Kansas Landed Higher Than Expected In A Ranking Fans Will Debate

Despite struggling in basketball and football, Kansas teams achieved a surprising national ranking thanks to standout postseason performances in volleyball and baseball.

CBS Sports’ latest all-sports ranking gives Kansas a result that lands a little better than you might expect.

Using a formula built to reward success across multiple major sports, the Jayhawks checked in at No. 25 nationally for the year. CBS Sports said the idea was not just to hand out points for championships, but to capture “sustained success across multiple sports, with postseason performance weighted more heavily than regular-season results.”

The list included football, men’s basketball, women’s basketball, baseball, softball and volleyball. CBS Sports also spelled out the scoring system: “Each sport was scored using the following formula: (0.3 × (regular-season win percentage × 100)) + (0.7 × postseason score). That means 30% of a team's score came from regular-season success, while 70% came from postseason performance.”
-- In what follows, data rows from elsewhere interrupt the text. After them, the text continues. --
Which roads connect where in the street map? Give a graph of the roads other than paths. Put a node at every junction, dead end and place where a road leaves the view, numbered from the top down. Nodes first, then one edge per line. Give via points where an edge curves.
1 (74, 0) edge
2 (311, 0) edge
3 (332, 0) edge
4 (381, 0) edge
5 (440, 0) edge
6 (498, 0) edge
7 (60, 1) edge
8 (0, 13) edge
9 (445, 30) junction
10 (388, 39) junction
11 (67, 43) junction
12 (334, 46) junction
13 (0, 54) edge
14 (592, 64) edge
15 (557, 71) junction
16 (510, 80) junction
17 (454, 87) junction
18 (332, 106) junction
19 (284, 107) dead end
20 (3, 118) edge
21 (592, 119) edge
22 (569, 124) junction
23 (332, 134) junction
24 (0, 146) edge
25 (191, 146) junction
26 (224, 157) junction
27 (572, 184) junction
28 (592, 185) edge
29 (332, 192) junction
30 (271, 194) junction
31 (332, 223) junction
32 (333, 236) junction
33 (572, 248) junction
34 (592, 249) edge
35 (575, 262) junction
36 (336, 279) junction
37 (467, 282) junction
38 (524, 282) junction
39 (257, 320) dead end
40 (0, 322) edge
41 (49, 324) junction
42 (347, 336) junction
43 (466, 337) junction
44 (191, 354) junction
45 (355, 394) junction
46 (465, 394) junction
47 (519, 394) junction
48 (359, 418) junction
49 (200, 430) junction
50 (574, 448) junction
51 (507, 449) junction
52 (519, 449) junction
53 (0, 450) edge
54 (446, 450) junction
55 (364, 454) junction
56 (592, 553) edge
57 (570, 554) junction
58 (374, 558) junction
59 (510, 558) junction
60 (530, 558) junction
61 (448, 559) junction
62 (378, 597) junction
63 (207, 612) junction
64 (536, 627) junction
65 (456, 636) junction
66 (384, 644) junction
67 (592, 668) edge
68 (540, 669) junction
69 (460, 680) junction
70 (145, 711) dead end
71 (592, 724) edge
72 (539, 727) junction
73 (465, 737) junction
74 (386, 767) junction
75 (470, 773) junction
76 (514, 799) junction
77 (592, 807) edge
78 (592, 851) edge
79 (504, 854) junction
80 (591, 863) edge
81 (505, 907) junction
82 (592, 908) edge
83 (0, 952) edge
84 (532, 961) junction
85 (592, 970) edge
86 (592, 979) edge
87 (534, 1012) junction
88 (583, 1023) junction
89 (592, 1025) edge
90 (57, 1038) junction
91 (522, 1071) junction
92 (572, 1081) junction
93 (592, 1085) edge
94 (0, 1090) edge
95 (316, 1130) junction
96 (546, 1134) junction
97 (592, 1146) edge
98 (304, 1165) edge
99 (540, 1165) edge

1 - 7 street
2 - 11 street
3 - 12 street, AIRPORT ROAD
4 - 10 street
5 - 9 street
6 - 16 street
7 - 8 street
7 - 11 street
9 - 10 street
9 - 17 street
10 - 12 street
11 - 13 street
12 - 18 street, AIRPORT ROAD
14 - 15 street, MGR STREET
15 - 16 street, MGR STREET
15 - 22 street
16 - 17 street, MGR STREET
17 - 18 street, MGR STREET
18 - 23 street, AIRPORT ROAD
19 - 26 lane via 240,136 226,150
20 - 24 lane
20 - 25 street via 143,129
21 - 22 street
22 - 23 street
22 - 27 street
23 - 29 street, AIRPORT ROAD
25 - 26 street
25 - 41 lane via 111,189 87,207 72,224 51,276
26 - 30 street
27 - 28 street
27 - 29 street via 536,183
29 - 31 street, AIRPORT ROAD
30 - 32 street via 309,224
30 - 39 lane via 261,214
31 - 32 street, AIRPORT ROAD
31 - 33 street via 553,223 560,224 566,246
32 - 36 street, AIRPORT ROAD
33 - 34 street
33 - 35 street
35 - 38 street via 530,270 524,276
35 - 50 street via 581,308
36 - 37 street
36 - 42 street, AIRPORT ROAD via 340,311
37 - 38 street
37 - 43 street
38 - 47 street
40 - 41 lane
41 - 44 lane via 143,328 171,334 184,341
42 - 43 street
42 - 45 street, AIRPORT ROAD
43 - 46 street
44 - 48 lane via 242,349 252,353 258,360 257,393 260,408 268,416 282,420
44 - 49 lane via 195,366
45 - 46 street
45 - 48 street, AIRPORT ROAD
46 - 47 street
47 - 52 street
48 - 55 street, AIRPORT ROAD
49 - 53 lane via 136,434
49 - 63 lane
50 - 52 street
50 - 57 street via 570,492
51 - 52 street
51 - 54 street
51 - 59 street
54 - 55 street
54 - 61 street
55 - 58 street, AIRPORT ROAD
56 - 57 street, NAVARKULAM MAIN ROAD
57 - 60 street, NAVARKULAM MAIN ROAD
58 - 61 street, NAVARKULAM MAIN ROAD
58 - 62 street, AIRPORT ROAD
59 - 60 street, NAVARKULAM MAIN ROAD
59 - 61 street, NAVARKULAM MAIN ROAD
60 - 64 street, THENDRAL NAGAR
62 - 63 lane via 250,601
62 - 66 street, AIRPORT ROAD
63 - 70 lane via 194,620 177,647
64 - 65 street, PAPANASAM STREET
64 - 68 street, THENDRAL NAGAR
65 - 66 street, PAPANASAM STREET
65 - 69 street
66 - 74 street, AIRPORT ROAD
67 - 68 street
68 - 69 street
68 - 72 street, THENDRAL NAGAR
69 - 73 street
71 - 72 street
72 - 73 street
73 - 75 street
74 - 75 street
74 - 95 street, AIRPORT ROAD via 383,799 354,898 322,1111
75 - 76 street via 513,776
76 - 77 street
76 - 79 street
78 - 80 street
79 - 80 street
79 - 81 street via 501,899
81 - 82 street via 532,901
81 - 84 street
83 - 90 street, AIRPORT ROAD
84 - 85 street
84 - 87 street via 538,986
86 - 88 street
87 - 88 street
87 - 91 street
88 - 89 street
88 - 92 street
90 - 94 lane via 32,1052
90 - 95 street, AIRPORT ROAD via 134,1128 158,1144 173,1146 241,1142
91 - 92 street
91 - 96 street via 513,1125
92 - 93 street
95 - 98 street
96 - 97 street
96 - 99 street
The postseason values ranged from bowl eligible or an NCAA Tournament appearance at 20 points all the way up to a national title at 100. Bowl wins, Round of 32 appearances and regional finals were worth 30.

CFP appearances, Sweet 16 trips and Super Regionals were worth 45. CFP quarterfinals, Elite Eight and College World Series berths carried 60.

CFP semifinals, Final Four and CWS semifinals were worth 75. National runners-up got 90.

CBS Sports then averaged the final score across each school’s participating sports, and noted that conference tournaments were left out because formats vary too much.

For Kansas, the biggest programs dragged the total down. Men’s basketball had stretches that looked strong on paper, including an eight-game winning streak, but the Jayhawks also took losses to Cincinnati, West Virginia, Arizona State and UCF and fell short again before the Sweet 16 in the NCAA Tournament.

Women’s basketball finished 22-14, but the Big 12 results left Kansas out of the postseason for the second straight year.

Football also came up short, with the Jayhawks missing a bowl game and unable to give Jalon Daniels and the seniors the finish they wanted.

There was better news elsewhere. Volleyball advanced to the third round of the NCAA Tournament before falling 3-0 to No. 1 Nebraska, a strong run that gave Kansas a boost.

Baseball and softball supplied the biggest lift. Softball finished 36-21, a major jump from every previous season under Jennifer McFalls, and reached the NCAA Regionals before losing twice to Michigan. Baseball went even further, reaching the NCAA Super Regionals before falling to Oklahoma, which went on to win the College World Series.

Those postseason pushes from baseball and volleyball helped make up for what CBS Sports viewed as a slightly below-average year overall for Kansas. Still, in a ranking built to weigh success across the board, No. 25 is hardly a bad place to land.